Escrito por Javier Cachés    Miércoles, 05 de Agosto de 2009 00:29   
La Mesa de Enlace y la mesa de té
El relato construido por los medios de comunicación dice, en términos generales, más o menos así: el clima de confrontación que viene atravesando la política nacional desde hace varios meses tiene como responsable exclusivo al gobierno Nacional. En este marco, la oposición ha sabido adjudicarse astutamente referentes simbólicos como los de República, consenso o diálogo, a veces mejor caracterizados por su vacuidad que por su contenido concreto.
Esta interpretación hegemónica, tan fogoneada por el lenguaje mediático, se ha visto groseramente lesionada por el discurso pronunciado el pasado lunes 27 de julio en la asamblea de productores agropecuarios, en lo que fue el prefacio de la apertura de La Rural.
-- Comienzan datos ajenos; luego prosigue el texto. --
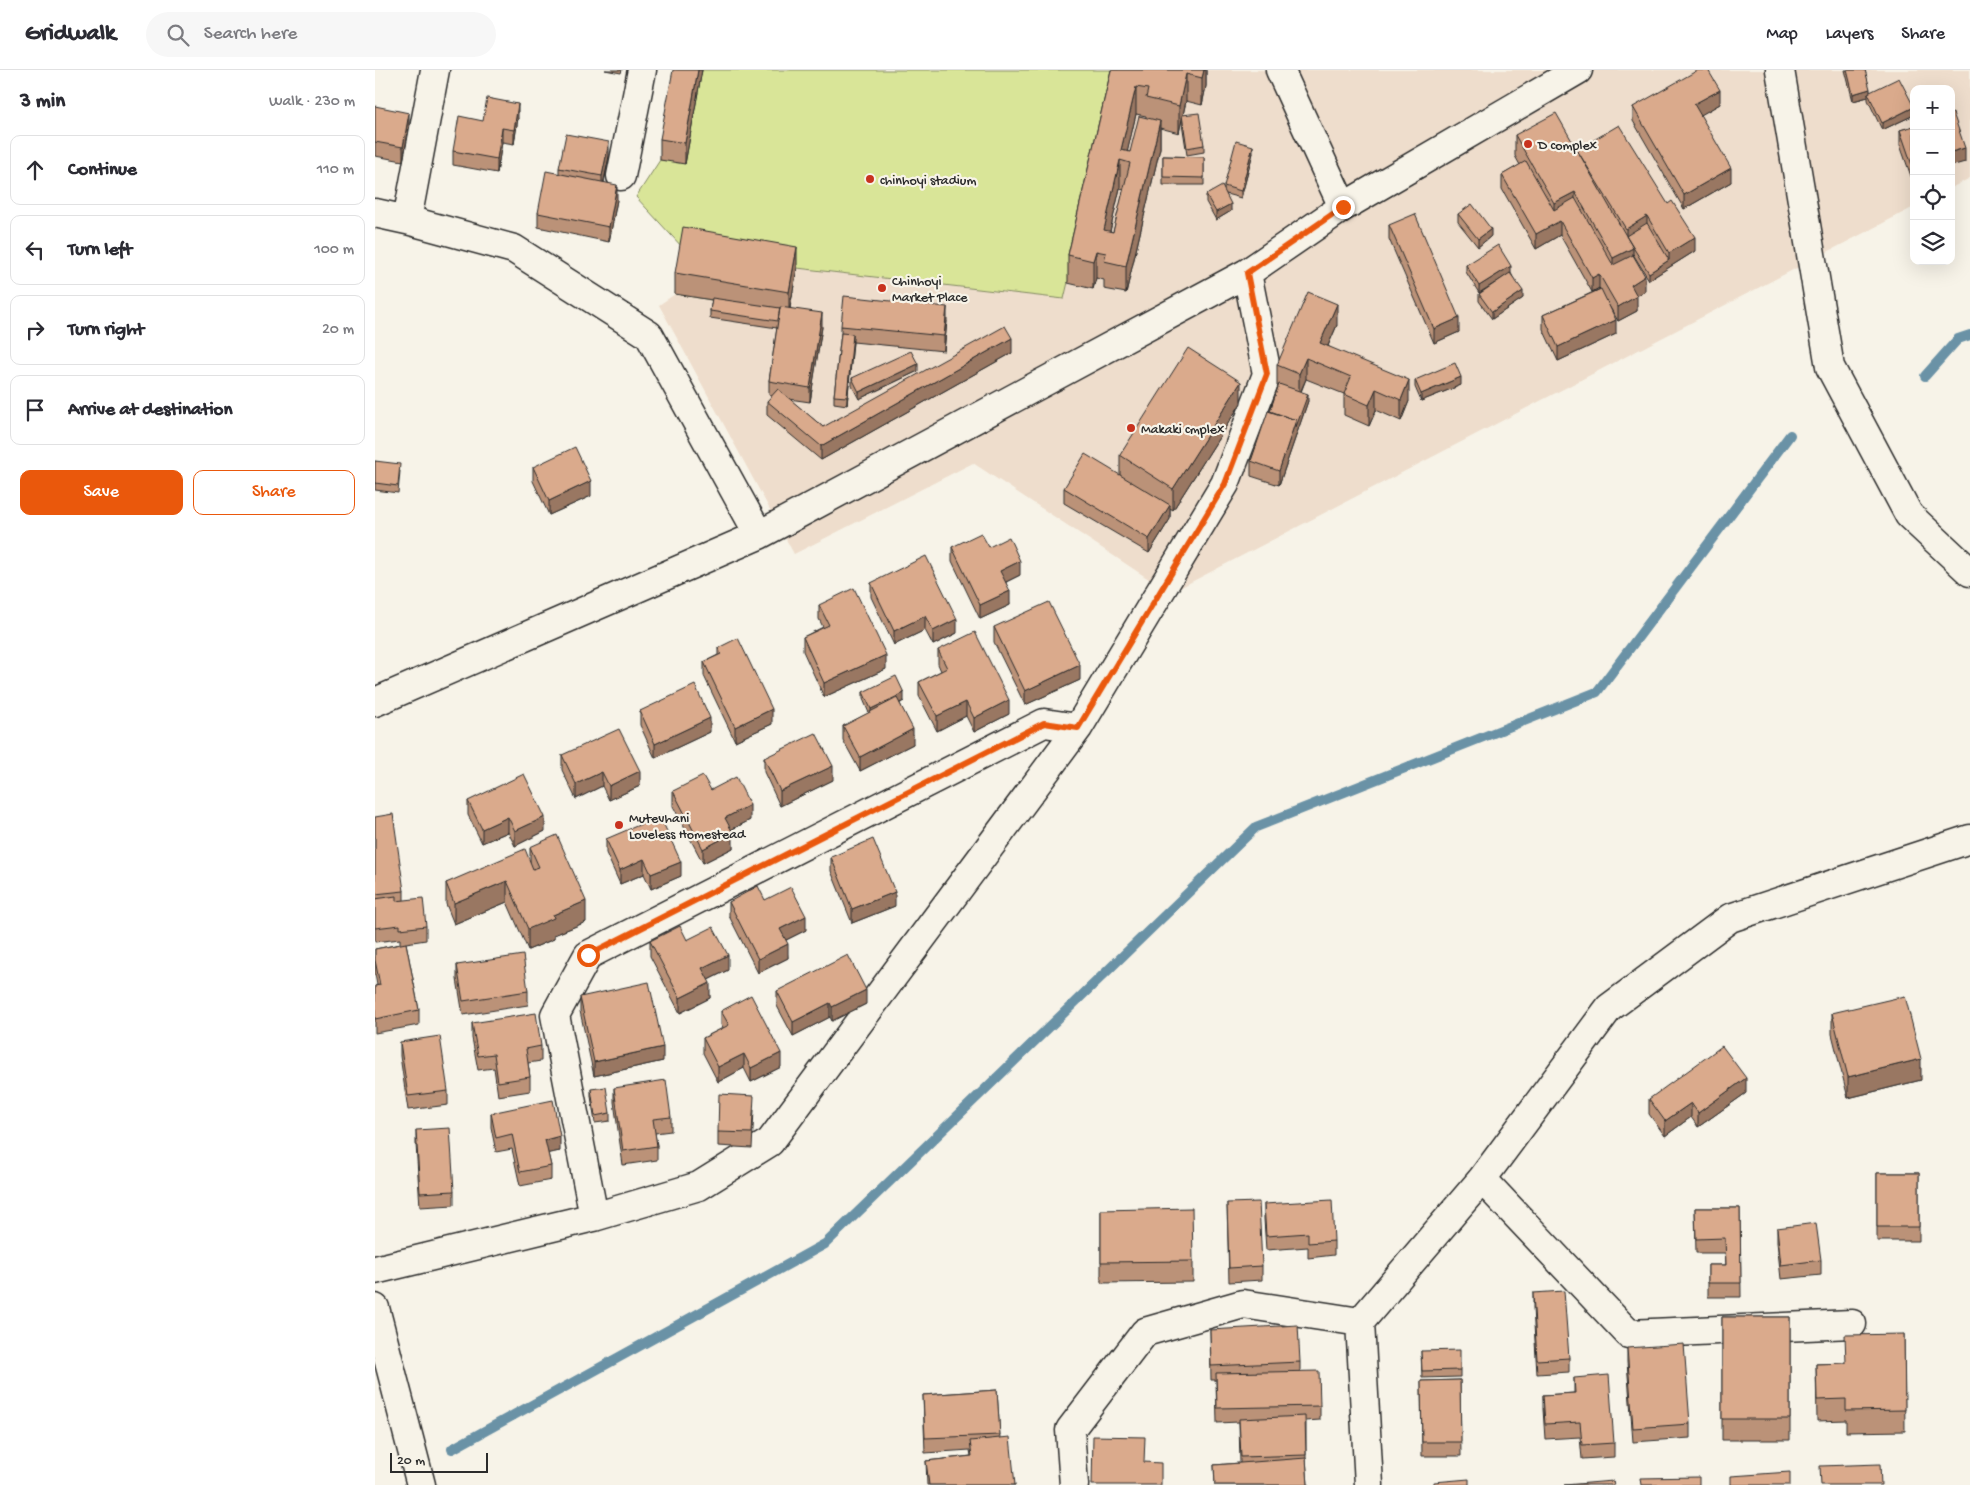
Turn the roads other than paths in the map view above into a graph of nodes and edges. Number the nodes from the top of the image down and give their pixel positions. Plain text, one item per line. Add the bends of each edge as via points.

Allí, el Partido Agrario, ejem, disculpen ustedes, la Mesa de Enlace, quizá por verse rodeada de los acólitos de siempre, habló con una hostilidad y un revanchismo tan manifiestos que remitió a tiempos más oscuros de nuestro país.

La idea subyacente de la amena tertulia fue que el “campo” había ganado la calle, el Congreso y las urnas. La prepotencia de los dirigentes rurales no permite segundas lecturas: cada voto de la oposición debe ser contabilizado como un voto propio. Afirmación que, cuanto menos, deberá ser corroborada en las próximas sesiones legislativas, que aparentan presentar más matices de lo que creen los campestres.

La puesta en escena de aquel acto no se privó de mostrar símbolos elocuentes. Quizá el más resonante lo constituyan las elogiosas palabras que recibió el apellido Martínez de Hoz, para regocijo de los adláteres allí presentes. La provocación fue tal que no sólo Buzzi intentó despegarse de los dichos de Llambías, sino que recibió ciertos reparos de De Narváez y llevó a que Felipe Solá declarara que los dirigentes  rurales “se pasaron de rosca”. Elisa Carrió, tal vez quien mejor exprese los intereses agrarios, optó por el prudente silencio.

El evento en cuestión se realizó apenas unos días antes de que la Mesa de Enlace se reuniera con el gobierno Nacional para zanjar diferencias en torno a porcentajes en materia fiscal. Las palabras vertidas por los dirigentes rurales habían enrarecido el clima dialoguista que el gobierno había intentado crear, más por obligación que por convicción. El resultado de aquel encuentro fue, como se preveía, completamente estéril. 

El conflicto entre el “campo” y el gobierno, iniciado hace ya más de un año, surgió por una pugna entre intereses materiales concretos. Como tal, nada parece indicar que la cuestión se solucione en una amable mesa de té. Es una disputa económica y política que se dirimirá, como corresponde, en el Congreso. Allí los actores medirán las relaciones de fuerza. Lo cierto es que los exabruptos de la Mesa de Enlace poco se condicen con el carácter moderado y dialoguista que pretende ostentar.